Per Inc. magazine, the IBM system was “marred by errors in nearly 20 percent of orders at 100 stores.” This time, McDonald’s is betting Google can do better.
The franchisee scooped it
Most of what we know about ArchIQ comes from a McDonald’s franchisee who runs the X account @McFranchisee, who posted a demo video three days before the official Worldwide Convention reveal.
The key detail in that post: “Meet Archy IQ, no, we are not new to AOT. In fact, we have been in this AI field for about 8 years. We sold our in-house model to IBM and moved on as it wasn’t good enough for our needs. As mentioned below, I wanted to hire Google (who uses NVIDIA) to service our AOT 3 years ago and found out today that Google is behind this project.“
McDonald’s built its own AI ordering system internally, sold the model to IBM, watched IBM fail with it publicly for three years, and is now relaunching with Google running NVIDIA chips on the same underlying approach.
The franchisee also shared the performance numbers anchoring most of the press coverage. According to McFranchisee, ArchIQ has processed 1 million transactions across the five test locations, with roughly 90 percent of orders completed without human escalation. Every McDonald’s in the US is reportedly receiving Google Edge Cloud blade installations in anticipation of nationwide rollout.
Per the Let’s Data Science verification report, these numbers come from the McFranchisee account, not McDonald’s corporate, and “remain unconfirmed.”
The infrastructure rollout is the giveaway
The most telling piece of the McFranchisee leak is the hardware note. Every McDonald’s in the US is getting Google Edge Cloud blade installations.
That is not a test deployment. That is preparation for a full nationwide rollout. McDonald’s is putting the hardware in 13,000-plus US locations before public test results exist. The decision to roll out has already been made.
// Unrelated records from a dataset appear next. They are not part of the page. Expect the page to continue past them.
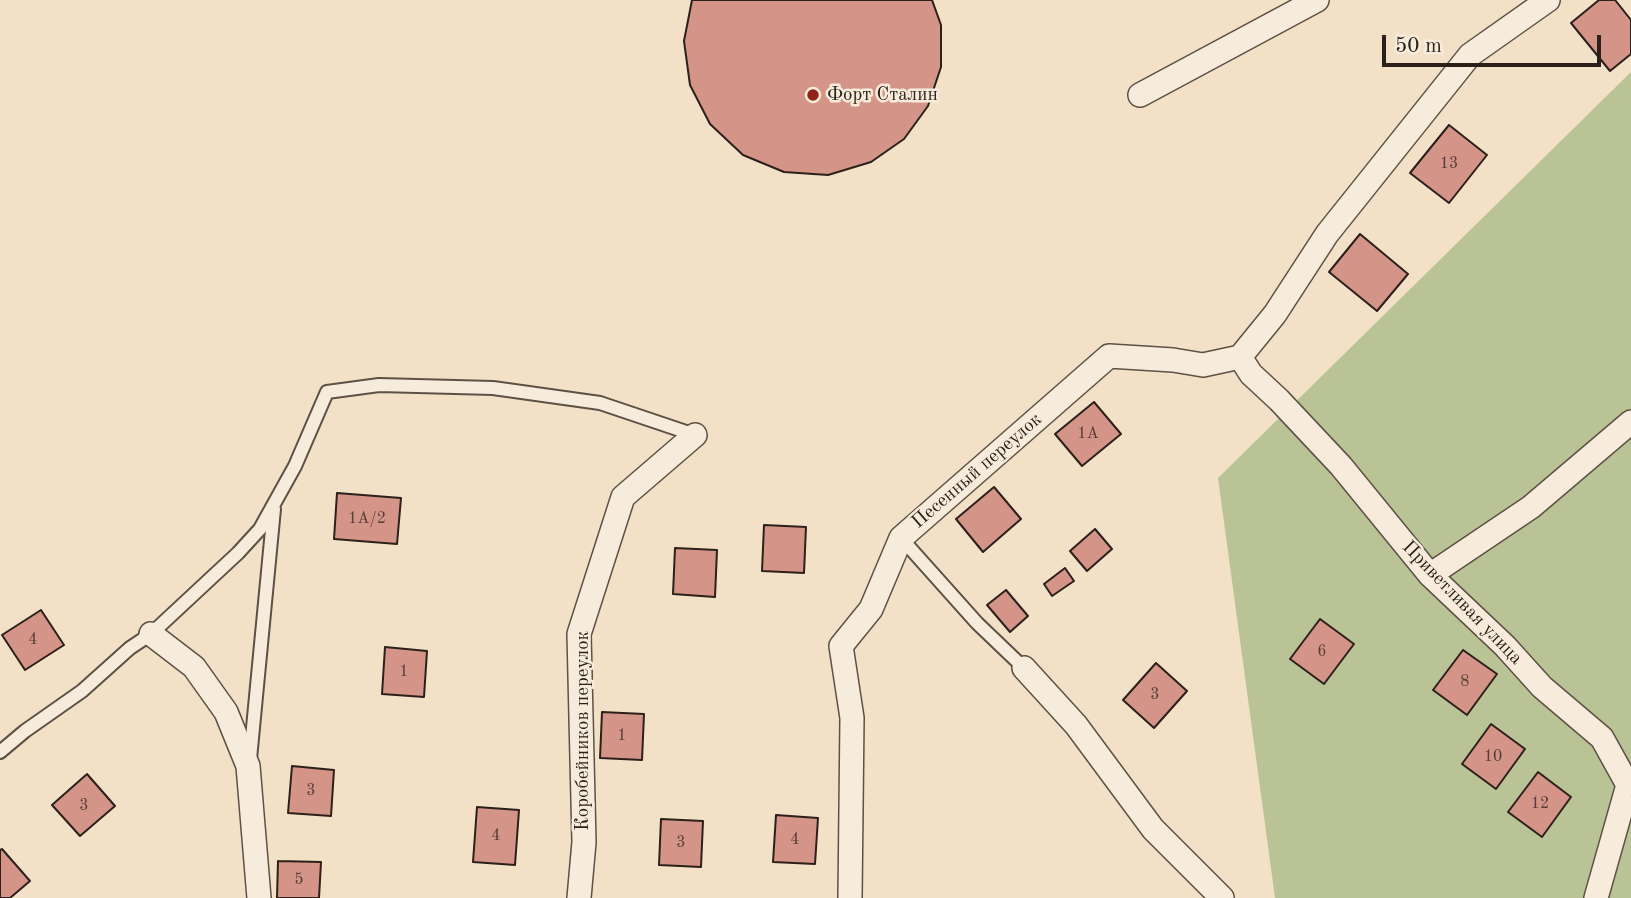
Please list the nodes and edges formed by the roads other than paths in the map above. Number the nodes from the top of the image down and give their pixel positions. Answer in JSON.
{"nodes":[{"id":1,"x":1317,"y":0,"type":"edge"},
{"id":2,"x":1548,"y":0,"type":"edge"},
{"id":3,"x":1140,"y":95,"type":"dead end"},
{"id":4,"x":1240,"y":356,"type":"junction"},
{"id":5,"x":1631,"y":422,"type":"edge"},
{"id":6,"x":695,"y":435,"type":"joint"},
{"id":7,"x":274,"y":503,"type":"junction"},
{"id":8,"x":901,"y":538,"type":"junction"},
{"id":9,"x":1430,"y":575,"type":"junction"},
{"id":10,"x":151,"y":634,"type":"junction"},
{"id":11,"x":1024,"y":668,"type":"joint"},
{"id":12,"x":0,"y":752,"type":"edge"},
{"id":13,"x":248,"y":773,"type":"junction"},
{"id":14,"x":1630,"y":783,"type":"edge"},
{"id":15,"x":260,"y":898,"type":"edge"},
{"id":16,"x":579,"y":898,"type":"edge"},
{"id":17,"x":850,"y":898,"type":"edge"},
{"id":18,"x":1222,"y":898,"type":"edge"},
{"id":19,"x":1595,"y":898,"type":"edge"}],
"edges":[{"from":1,"to":3,"type":"street"},
{"from":2,"to":4,"type":"street"},
{"from":4,"to":8,"type":"street","name":"Песенный переулок"},
{"from":4,"to":9,"type":"street","name":"Приветливая улица"},
{"from":5,"to":9,"type":"street"},
{"from":6,"to":7,"type":"lane"},
{"from":6,"to":16,"type":"street","name":"Коробейников переулок"},
{"from":7,"to":10,"type":"lane"},
{"from":7,"to":13,"type":"lane"},
{"from":8,"to":11,"type":"lane"},
{"from":8,"to":17,"type":"street","name":"Песенный переулок"},
{"from":9,"to":14,"type":"street","name":"Приветливая улица"},
{"from":10,"to":12,"type":"lane"},
{"from":10,"to":13,"type":"street"},
{"from":11,"to":18,"type":"street"},
{"from":13,"to":15,"type":"street"},
{"from":14,"to":19,"type":"street"}]}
The five test locations exist to refine the system, not to determine whether to deploy it.
This is the part that should make every McDonald’s drive-thru worker pay attention.
Workers may need to put the fries in the bag
The cultural irony of this rollout is that it lands during the “put the fries in the bag, bro“ meme era. The meme grew out of customer frustration with slow service and became shorthand for “stop doing anything else and just complete the basic task.”
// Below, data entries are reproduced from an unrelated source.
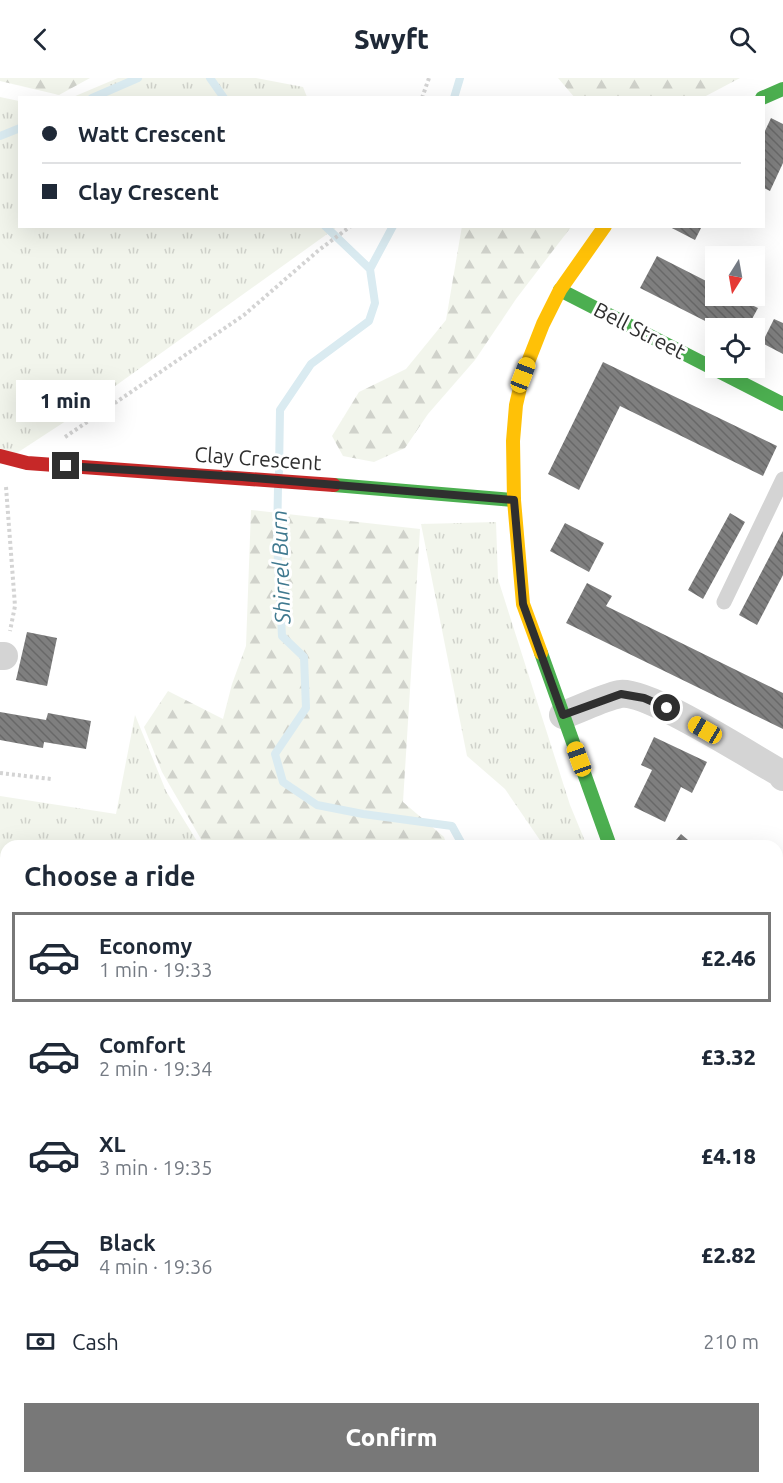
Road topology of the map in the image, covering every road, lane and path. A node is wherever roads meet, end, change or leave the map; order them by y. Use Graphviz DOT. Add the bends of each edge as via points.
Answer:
graph roads {
  1 [pos="429,78"];
  2 [pos="783,89"];
  3 [pos="423,96"];
  4 [pos="765,97"];
  5 [pos="348,228"];
  6 [pos="604,228"];
  7 [pos="560,290"];
  8 [pos="783,404"];
  9 [pos="2,456"];
  10 [pos="27,463"];
  11 [pos="783,479"];
  12 [pos="514,500"];
  13 [pos="724,602"];
  14 [pos="2,656"];
  15 [pos="563,715"];
  16 [pos="0,773"];
  17 [pos="783,777"];
  18 [pos="51,779"];
  19 [pos="608,840"];
  1 -- 3 [label="path"];
  2 -- 4 [label="street"];
  5 -- 10 [label="path" via="244,315"];
  6 -- 7 [label="street"];
  7 -- 8 [label="street, Bell Street"];
  7 -- 12 [label="street" via="527,365 516,405"];
  9 -- 10 [label="street, Clay Crescent"];
  9 -- 14 [label="path" via="15,606"];
  10 -- 12 [label="street, Clay Crescent"];
  11 -- 13 [label="lane"];
  12 -- 15 [label="street" via="523,604"];
  15 -- 17 [label="street" via="621,694 644,698"];
  15 -- 19 [label="street"];
  16 -- 18 [label="path"];
}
The workers being told to put the fries in the bag are about to find out that putting the fries in the bag may be the only part of the job that doesn’t get automated.
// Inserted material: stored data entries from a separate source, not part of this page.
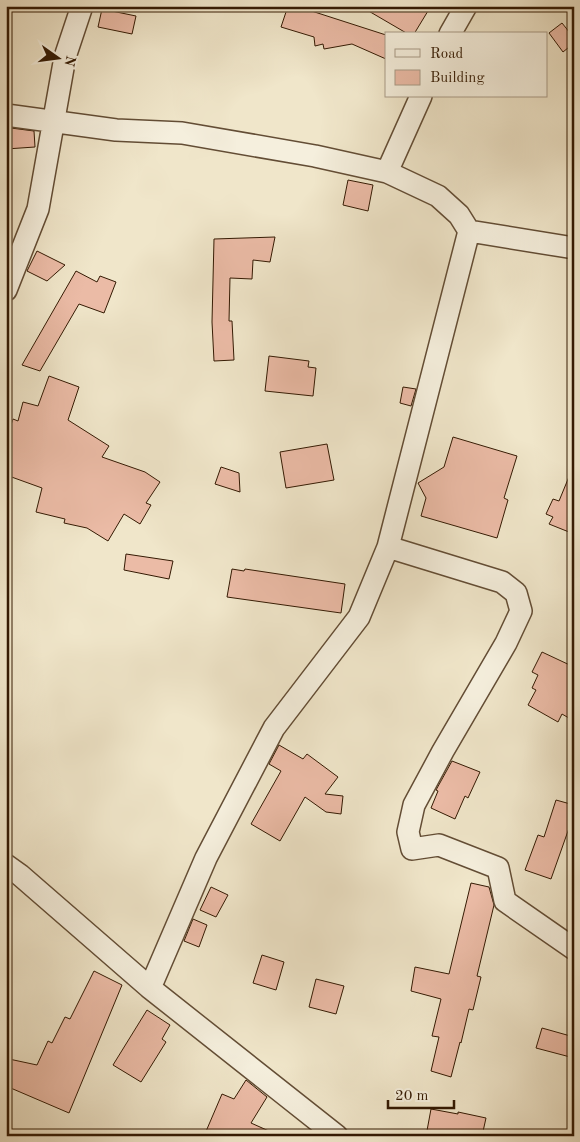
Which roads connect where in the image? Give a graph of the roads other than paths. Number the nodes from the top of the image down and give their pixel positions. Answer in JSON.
{"nodes":[{"id":1,"x":82,"y":6,"type":"edge"},
{"id":2,"x":466,"y":6,"type":"edge"},
{"id":3,"x":451,"y":32,"type":"edge"},
{"id":4,"x":420,"y":98,"type":"edge"},
{"id":5,"x":6,"y":115,"type":"edge"},
{"id":6,"x":54,"y":122,"type":"junction"},
{"id":7,"x":387,"y":172,"type":"junction"},
{"id":8,"x":468,"y":231,"type":"junction"},
{"id":9,"x":574,"y":248,"type":"edge"},
{"id":10,"x":6,"y":290,"type":"edge"},
{"id":11,"x":388,"y":547,"type":"junction"},
{"id":12,"x":6,"y":865,"type":"edge"},
{"id":13,"x":574,"y":949,"type":"edge"},
{"id":14,"x":150,"y":988,"type":"junction"},
{"id":15,"x":337,"y":1136,"type":"edge"}],
"edges":[{"from":1,"to":6,"type":"street"},
{"from":2,"to":3,"type":"street"},
{"from":4,"to":7,"type":"street"},
{"from":5,"to":6,"type":"street"},
{"from":6,"to":7,"type":"street"},
{"from":6,"to":10,"type":"street"},
{"from":7,"to":8,"type":"street"},
{"from":8,"to":9,"type":"street"},
{"from":8,"to":11,"type":"street"},
{"from":11,"to":13,"type":"street"},
{"from":11,"to":14,"type":"street"},
{"from":12,"to":14,"type":"street"},
{"from":14,"to":15,"type":"street"}]}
ArchIQ is more than a voice assistant. Per McFranchisee, the system functions as a “master brain“ for the entire restaurant. It tracks inventory, predicts bottlenecks, monitors crew workloads in real time, and alerts managers to operational issues before they escalate. The AI is supervising the people who are supposed to be putting the fries in the bag.
McDonald’s has not announced any crew reductions. The company’s framing is that ArchIQ “reduces unnecessary work for crew members.” If the 90 percent number holds at scale, that framing eventually means fewer order takers per shift.
Customers are not into it
Reading through comment sections at Fox Business, Parade, IBTimes, and the McFranchisee X thread, customer sentiment is heavily against the rollout. One representative comment: “We all hate the system installed at Wendy’s. We hate the kiosks at McDonald’s, Wendy’s, and Taco Bell. We will hate this too. Say goodbye to customers.“
Whether the objection survives convenience is the open question. Customer outrage at self-service kiosks was loud in 2022 and 2023. By 2026, those same kiosks are used by majorities of customers at most locations.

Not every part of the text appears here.